Evidence for PiRNA Biogenesis from Regions of Non-Coding Pseudogene Transcription
There is limited evidence in the literature for short RNA biogenesis from mammalian sense antisense overlaps (Werner et al., 2014). Accordingly, we tested the hypothesis that bidirectional transcription at pseudogene-lncRNA overlap regions may generate short non-coding RNAs from long precursors. We defined piRNAs using the nucleotide division of GenBank (NCBI) to select only sequences identified as piRNAs in humans. Having constructed a custom database of 44264 piRNAs, we found that 367 of the 1167 loci have unidirectional or bidirectional piRNA support at one or more of the exons that were also supported by both public transcriptome data and lncRNA annotation data. These 367 loci contained an average of 61 piRNA gene IDs per locus. Of the 313 loci which exhibited bidirectional transcription support in both full-length cDNAs and EST data, 109 shared at least one exonic base with a piRNA. The data set of 1167 loci has 31.45% loci support by piRNA, while the conservative data set of 313 bidirectionally-transcribed exon-to-exon lncRNA-pseudogene overlaps showed a 34.82% loci support by piRNA. The Z-Score comparing these two data sets using a one tailed test is −1.1355. The corresponding p = 0.12714, providing insufficient evidence to conclude that there is enrichment of piRNAs in the 313 loci data set vs. the 1167 loci data set.

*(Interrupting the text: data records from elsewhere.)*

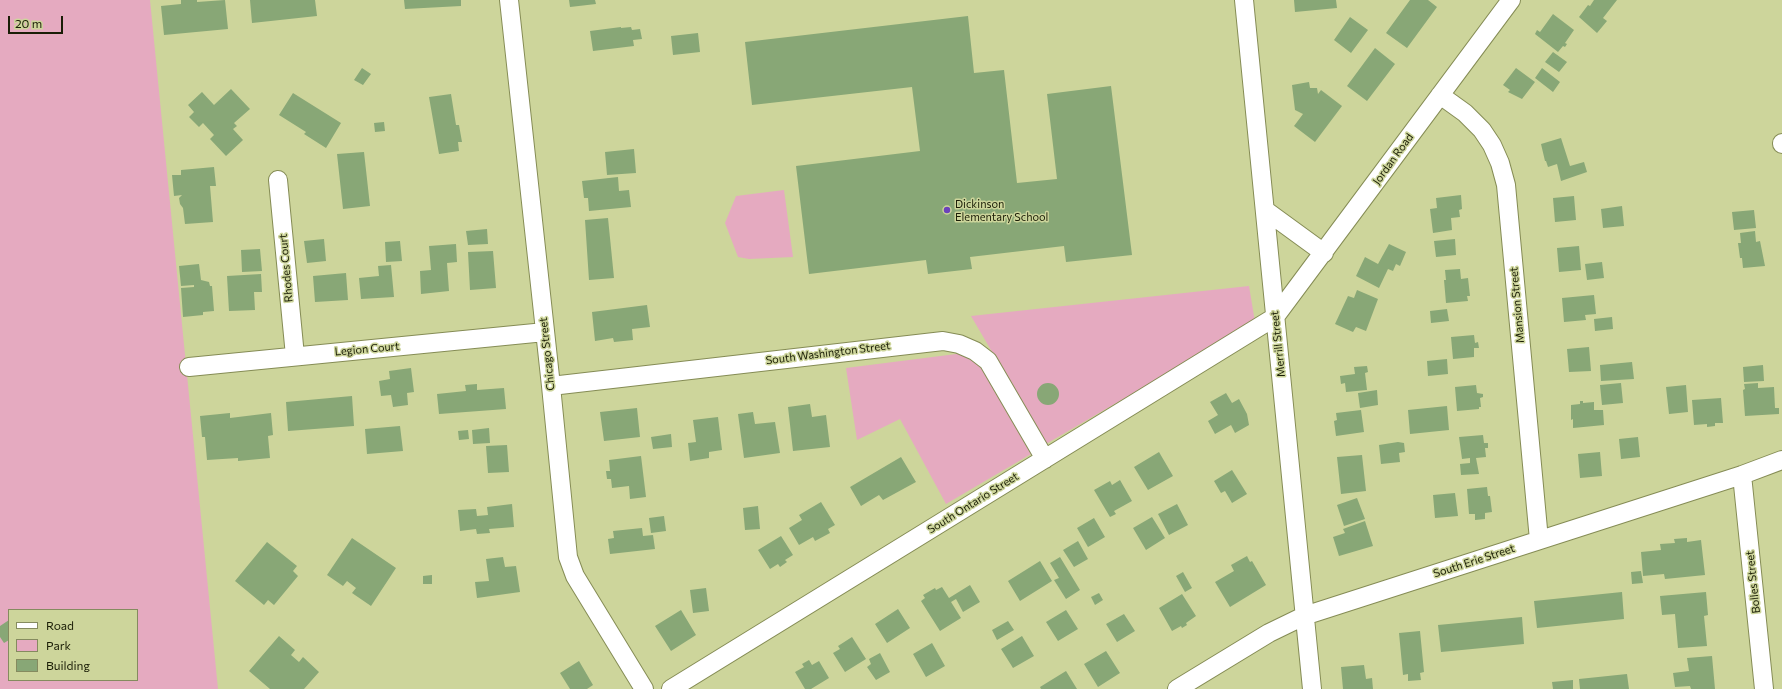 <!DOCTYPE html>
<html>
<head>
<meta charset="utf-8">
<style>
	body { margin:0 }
	#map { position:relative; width:1782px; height:689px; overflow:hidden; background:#cdd59b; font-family:Commissioner,sans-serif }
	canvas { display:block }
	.legend { position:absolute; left:8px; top:609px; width:130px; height:72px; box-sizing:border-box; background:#cdd59b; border:1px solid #858b5f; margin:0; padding:5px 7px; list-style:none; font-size:12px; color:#1a1d06 }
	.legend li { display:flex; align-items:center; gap:8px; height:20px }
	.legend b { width:20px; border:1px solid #858b5f }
	.scale { position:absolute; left:8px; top:16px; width:55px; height:18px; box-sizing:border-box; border:2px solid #1a1d06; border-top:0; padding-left:5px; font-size:12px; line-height:14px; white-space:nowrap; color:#1a1d06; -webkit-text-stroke:3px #cdd59b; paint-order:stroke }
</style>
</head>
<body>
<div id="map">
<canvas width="1782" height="689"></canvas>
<ul class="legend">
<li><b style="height:5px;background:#fff"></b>Road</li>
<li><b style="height:11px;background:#e5aac0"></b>Park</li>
<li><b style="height:11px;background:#88a776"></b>Building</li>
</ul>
<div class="scale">20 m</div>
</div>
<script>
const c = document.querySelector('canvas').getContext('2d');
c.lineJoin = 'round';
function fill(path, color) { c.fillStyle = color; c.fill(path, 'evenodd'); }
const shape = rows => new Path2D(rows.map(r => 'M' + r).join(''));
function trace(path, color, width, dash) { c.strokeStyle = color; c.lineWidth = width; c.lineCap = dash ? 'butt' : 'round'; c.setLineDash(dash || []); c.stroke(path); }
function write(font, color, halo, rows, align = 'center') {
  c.font = font + ' Commissioner,sans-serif'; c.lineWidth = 3; c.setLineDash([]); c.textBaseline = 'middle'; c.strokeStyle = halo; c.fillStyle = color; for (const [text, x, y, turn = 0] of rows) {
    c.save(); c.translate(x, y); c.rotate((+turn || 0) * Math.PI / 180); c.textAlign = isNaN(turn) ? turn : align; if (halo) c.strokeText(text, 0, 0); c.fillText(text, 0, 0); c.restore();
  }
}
fill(shape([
	[0,0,150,0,218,689,0,689],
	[9,610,137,610,137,680,9,680],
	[784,190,793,257,749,259,738,257,725,223,736,196],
	[1249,286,1255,322,1046,444,971,316],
	[972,352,1031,454,946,504,900,419,857,440,846,368]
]), '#e5aac0');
fill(shape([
	[181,0,197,0,197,2,225,0,228,29,164,35,161,6,181,4],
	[250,0,315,0,317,16,252,23],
	[404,0,461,0,461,6,405,9],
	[569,0,595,0,596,4,570,7],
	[1294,0,1336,0,1337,8,1295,12],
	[1410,0,1428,0,1437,7,1407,48,1386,33],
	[1594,0,1617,0,1603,18,1607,21,1597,33,1579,17,1588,5,1590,6],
	[1553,14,1574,30,1565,43,1567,44,1565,47,1563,46,1558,52,1535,34,1537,30,1540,32],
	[968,16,974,73,1004,70,1017,183,1057,179,1047,94,1111,86,1132,255,1066,262,1064,246,970,257,972,269,928,274,926,260,809,274,796,166,920,151,912,87,752,105,745,42],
	[1350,17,1368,30,1351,53,1334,40],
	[621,27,621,28,631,27,632,30,640,29,642,39,633,40,634,46,593,51,590,31],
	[698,33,700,52,673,55,671,36],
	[1375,48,1395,64,1367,101,1347,86],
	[1553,52,1567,62,1559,72,1545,62],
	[362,68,371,74,363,85,354,80],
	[1516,68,1535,82,1522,99,1508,92,1510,90,1503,85],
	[1542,68,1560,82,1553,92,1535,78],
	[1309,82,1310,88,1317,88,1318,94,1321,90,1342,106,1315,142,1294,126,1303,114,1295,110,1292,85],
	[231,89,250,109,234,123,237,126,233,129,243,140,226,156,210,139,214,135,203,123,199,127,189,117,194,112,188,105,202,92,214,105],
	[293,93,341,123,326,148,304,134,306,132,279,115],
	[451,94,456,125,459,125,462,142,458,142,459,151,439,154,429,97],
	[384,122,385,131,375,132,374,123],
	[1561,138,1570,166,1584,162,1587,172,1561,181,1557,164,1548,167,1546,161,1545,161,1541,144],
	[634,149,636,173,607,175,605,152],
	[364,152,370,206,343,209,337,154],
	[214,167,216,186,210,186,213,222,185,224,183,208,180,204,179,198,182,195,174,196,172,175,181,175,181,170],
	[618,177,619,191,629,190,631,207,589,211,588,198,584,198,582,181],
	[1461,195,1462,209,1459,210,1460,217,1451,218,1452,230,1433,233,1430,209,1437,208,1436,198],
	[1574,196,1576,220,1555,222,1553,198],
	[1622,206,1624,226,1603,228,1601,209],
	[1754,210,1756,228,1734,230,1732,212],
	[608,218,614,278,589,280,585,220],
	[487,229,488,244,468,245,466,231],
	[1755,231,1756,242,1760,241,1765,266,1743,268,1742,258,1740,258,1738,243,1741,243,1740,233],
	[324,239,326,261,307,263,304,241],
	[1455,239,1456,255,1436,257,1434,241],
	[400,241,402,261,386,262,385,242],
	[456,244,457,262,447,263,449,291,421,294,420,271,431,270,429,246],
	[1389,244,1406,252,1400,266,1396,264,1393,271,1388,269,1379,288,1356,276,1365,257,1378,264],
	[1579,246,1581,270,1559,272,1557,248],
	[260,249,262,271,242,272,241,250],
	[493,251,496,288,470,290,468,252],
	[1602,262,1604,278,1587,280,1585,264],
	[199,264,201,280,209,282,210,286,212,286,214,311,203,312,203,315,183,317,181,288,194,287,194,285,181,286,179,266],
	[391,265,394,297,361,299,359,278,379,276,378,266],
	[1460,269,1461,279,1468,278,1470,296,1467,296,1468,301,1446,303,1444,280,1446,280,1445,270],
	[346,273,348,300,315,302,313,276],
	[261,274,262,292,254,292,255,310,229,311,227,276],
	[1357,290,1378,299,1366,331,1356,327,1353,332,1335,324,1348,296,1354,298],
	[1594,295,1596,314,1585,315,1586,320,1564,322,1562,298],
	[647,305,650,327,632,329,633,340,614,342,613,338,595,341,592,312],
	[1447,309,1449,321,1431,323,1430,311],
	[1612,317,1613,329,1595,331,1594,319],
	[1474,335,1475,343,1478,342,1479,348,1474,348,1474,357,1453,359,1451,337],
	[1589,347,1591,371,1569,372,1567,349],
	[1447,359,1448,374,1428,376,1427,361],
	[1632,362,1634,379,1601,381,1600,365],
	[1763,365,1764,381,1744,382,1743,367],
	[1367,366,1368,372,1365,373,1367,390,1346,392,1345,383,1341,384,1340,376,1355,374,1354,367],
	[411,368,414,392,407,393,408,405,393,407,391,395,381,396,379,381,390,379,389,371],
	'1037 394a11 11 0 1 1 22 0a11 11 0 1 1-22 0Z',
	[1621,383,1623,403,1602,405,1600,385],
	[1758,383,1758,388,1774,387,1775,408,1779,408,1779,414,1745,416,1743,390,1745,389,1744,384],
	[477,384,477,390,504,388,506,409,439,414,437,394,466,391,465,385],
	[1476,385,1477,393,1483,394,1483,397,1480,398,1481,407,1479,407,1479,409,1457,411,1455,387],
	[1686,385,1688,412,1669,414,1666,387],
	[1377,390,1378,405,1360,408,1358,393],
	[1226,393,1232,403,1239,399,1247,414,1249,425,1235,433,1231,425,1215,434,1208,421,1218,415,1210,402],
	[352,396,354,426,288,431,286,402],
	[1721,398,1723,423,1715,423,1715,426,1707,427,1707,424,1694,425,1692,400],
	[1580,401,1583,401,1583,403,1594,402,1594,410,1603,410,1604,425,1573,428,1573,419,1571,420,1571,405,1580,404],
	[810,404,812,417,826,415,830,447,793,451,788,407],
	[1447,406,1449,430,1410,434,1408,410],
	[637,408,640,437,604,441,600,412],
	[1361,410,1364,432,1336,436,1334,421,1337,420,1336,413],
	[753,412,755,424,775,422,780,453,744,458,738,414],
	[230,413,230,418,271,413,273,435,268,436,270,458,238,461,238,458,207,460,205,437,202,437,200,416],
	[718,417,722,450,709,452,709,458,690,461,688,443,696,442,693,420],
	[400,426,403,451,367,454,365,429],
	[489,428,490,443,473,444,472,430],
	[468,430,469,439,459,440,458,431],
	[671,434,672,447,653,449,651,437],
	[1483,435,1484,443,1488,443,1488,448,1485,448,1486,457,1476,458,1479,474,1461,475,1460,464,1470,463,1470,458,1462,459,1459,437],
	[1638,437,1640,457,1621,459,1619,439],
	[1398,442,1404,443,1405,452,1399,453,1400,462,1381,464,1379,445],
	[507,445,509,472,488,473,486,446],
	[1159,452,1173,476,1148,490,1134,467],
	[1600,452,1602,476,1580,478,1578,454],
	[1362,455,1366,491,1341,494,1337,457],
	[641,456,646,497,630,499,629,486,612,488,611,479,607,479,606,471,610,471,609,460],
	[901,457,916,482,883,500,879,495,861,506,850,487],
	[1232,470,1247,494,1232,503,1225,491,1221,493,1214,481],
	[1120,480,1132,501,1114,511,1116,514,1110,517,1094,490,1110,481,1112,485],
	[1487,487,1488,496,1490,496,1492,512,1485,513,1485,519,1475,520,1475,514,1469,514,1467,489],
	[1455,493,1458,516,1435,518,1433,495],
	[1357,498,1365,519,1344,526,1337,505],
	[821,502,835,525,828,529,830,533,815,541,813,537,799,545,789,528,802,520,799,515],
	[512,504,514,527,489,529,490,533,477,534,476,529,460,531,458,510,476,509,477,516,488,515,487,507],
	[1177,504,1188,525,1169,535,1158,514],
	[758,506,760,529,745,530,743,508],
	[664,516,666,531,651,533,649,518],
	[1152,517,1165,538,1146,550,1133,528],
	[1094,518,1105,537,1088,547,1077,528],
	[1365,521,1373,546,1339,556,1333,537,1345,533,1343,529],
	[642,528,643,536,653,535,655,549,610,554,608,539,614,538,613,531],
	[781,536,793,555,785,560,787,562,780,567,778,564,770,569,758,550],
	[352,538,396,568,371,606,352,593,356,588,347,581,343,586,327,575],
	[1687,538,1687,542,1701,540,1705,575,1665,579,1664,574,1643,576,1641,552,1661,550,1660,544,1675,543,1674,539],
	[1078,541,1088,559,1074,567,1063,550],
	[267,542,297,566,293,571,298,576,274,605,268,600,264,605,235,581],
	[1247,556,1250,562,1252,561,1266,585,1230,607,1215,582,1234,571,1231,565],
	[503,557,505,567,516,566,520,592,477,598,475,582,489,581,486,559],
	[1060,557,1080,590,1066,599,1054,580,1059,578,1050,563],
	[1040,561,1052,581,1020,601,1008,581],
	[1641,571,1643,583,1632,584,1631,572],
	[1183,572,1192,588,1185,592,1176,576],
	[432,575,432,584,423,584,423,576],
	[970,585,980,602,963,612,956,599,951,602,961,618,940,631,921,601,925,598,923,595,935,588,936,590,942,587,949,598],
	[706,588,709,611,693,613,690,590],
	[1622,592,1624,619,1537,628,1534,601],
	[1706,592,1708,615,1704,616,1707,646,1678,648,1675,614,1662,615,1660,596],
	[1099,593,1103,600,1095,605,1091,597],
	[1182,594,1196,616,1186,623,1187,625,1182,628,1181,626,1172,631,1159,608],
	[898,609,910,628,887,643,875,624],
	[681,610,696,635,671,651,655,626],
	[1066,610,1078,629,1058,641,1046,622],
	[1124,614,1135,631,1117,642,1106,624],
	[1522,617,1524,644,1441,652,1438,625],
	[9,620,9,640,4,643,0,637,0,626],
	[1008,621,1014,630,997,640,992,630],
	[1420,631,1424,672,1420,673,1421,680,1408,681,1408,674,1403,675,1399,633],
	[279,636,295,650,291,655,299,662,303,657,319,672,304,689,270,689,249,671],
	[1022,636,1034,656,1013,668,1001,649],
	[852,637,866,659,845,672,833,653,840,649,838,646],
	[932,643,945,666,926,677,913,654],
	[1106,651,1120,673,1098,687,1084,664],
	[880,653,890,672,876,680,867,667,871,664,869,659],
	[1712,656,1715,689,1691,689,1690,686,1675,687,1673,673,1689,671,1687,658],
	[809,660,812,665,819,661,829,678,811,689,805,689,795,672,804,667,802,664],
	[579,661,593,685,587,689,570,689,560,673],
	[1364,665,1366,679,1372,678,1373,689,1343,689,1341,667],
	[1066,671,1077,689,1041,689,1040,687],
	[1627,674,1629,689,1580,689,1579,679],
	[1573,680,1573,689,1553,689,1552,682]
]), '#88a776');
const minor = shape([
	[509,0,551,386,568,557,575,576,644,689],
	[1244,0,1312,689],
	[1440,95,1465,113,1482,130,1492,145,1500,163,1506,185,1539,540],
	[1782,144,1782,143],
	[278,180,295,356],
	[1265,210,1324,253],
	[189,367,545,332],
	[551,386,943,341,959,344,975,351,988,361,1045,459],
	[1742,475,1764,689],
	[671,689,1275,317,1511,0],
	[1177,689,1269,633,1304,616,1742,475,1782,460]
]);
trace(minor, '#858c55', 20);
trace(minor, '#fff', 18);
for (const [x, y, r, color] of [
	[947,210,4,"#6b42bb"]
]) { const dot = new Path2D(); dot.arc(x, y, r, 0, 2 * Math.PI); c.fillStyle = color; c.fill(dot); trace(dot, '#cdd59b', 1.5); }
write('11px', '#1a1d06', '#cdd59b', [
	["Jordan Road",1393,159,-54],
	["Rhodes Court",286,268,-95],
	["Mansion Street",1517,305,-95],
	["Merrill Street",1278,344,-96],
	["Legion Court",367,349,-5],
	["South Washington Street",828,353,-7],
	["Chicago Street",547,354,-96],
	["South Ontario Street",973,503,-32],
	["South Erie Street",1474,561,-18],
	["Bolles Street",1753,582,-96]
]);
write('11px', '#1a1d06', '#cdd59b', [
	["Dickinson",955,204],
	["Elementary School",955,217]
], 'left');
</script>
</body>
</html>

Bidirectionally Transcribed Loci Allow for Multiple Pseudogene Regulatory Mechanisms
Because ESTs are more numerous than full-length cDNAs, they are useful as a window into a part of the transcriptome that may not have been adequately sampled by full-length clones in public databases. Accordingly, we analyzed the prevalence of sense, antisense, and bidirectional exon-exon overlap support across full-length cDNA and EST data using the 1167 pseudogene dataset, which required supporting lncRNA exon-exon overlaps with each pseudogene. The result was that in full-length cDNA data alone, most loci had sense only full-length cDNA support, followed by sense antisense support, and antisense only full-length cDNA support, respectively (Table 2). Concordant with increased overall EST prevalence, bidirectional EST support was more common, whereas unidirectional EST support followed a similar sense to antisense ratio as that of full-length cDNA support. Summarily, this points to sense-strand transcription of pseudogenes being more prevalent than bidirectional or antisense transcription.
Table 2. Directionality of lncRNA-supported pseudogene loci relative to the direction of pseudogene transcription in cDNA and EST data.
The 313 loci comprise a high-confidence dataset of lncRNA-pseudogene intersections because exon-to-exon sense and antisense overlap was confirmed in both full-length cDNA and EST data for each locus. These loci represent subsets of two gene categorizations which are poorly conserved outside of the human genome. Statistical evidence supports conservation in a small set of pseudogenes, but many are the result of recent insertions (Ohshima et al., 2003; Svensson et al., 2006). While, 60% of human lncRNAs lack conservation outside of primates (Necsulea et al., 2014; Washietl et al., 2014). This raises the possibility that each of these loci may impact complex regulatory networks through multiple mechanisms dependent on and made possible by the empirical co-existence of sense and antisense transcription. Published evidence supports the contention that sense-antisense co-transcription is a powerful regulatory mechanism in mammalian systems (see Section Introduction). Because our loci contain sense-antisense pseudogene-lncRNA overlaps, the pseudogenes may act in cis on cognate (antisense) lncRNA target genes, and not only in trans on their parental genes as previous literature suggests. The in-cis effects on non-parental genes (genes in the vicinity of each sense-antisense overlap, casually unrelated to the parental genes of the pseudogene which are located distantly or on other chromosomes) could conceivably be generated by mechanisms unrelated to the pseudogene itself, such as expressed repetitive sequences in the exons of the lncRNAs. Additionally, chromatin modifications spreading from the pseudogene, and affecting large genomic regions could also generate a cis-effect (Milligan and Lipovich, 2014).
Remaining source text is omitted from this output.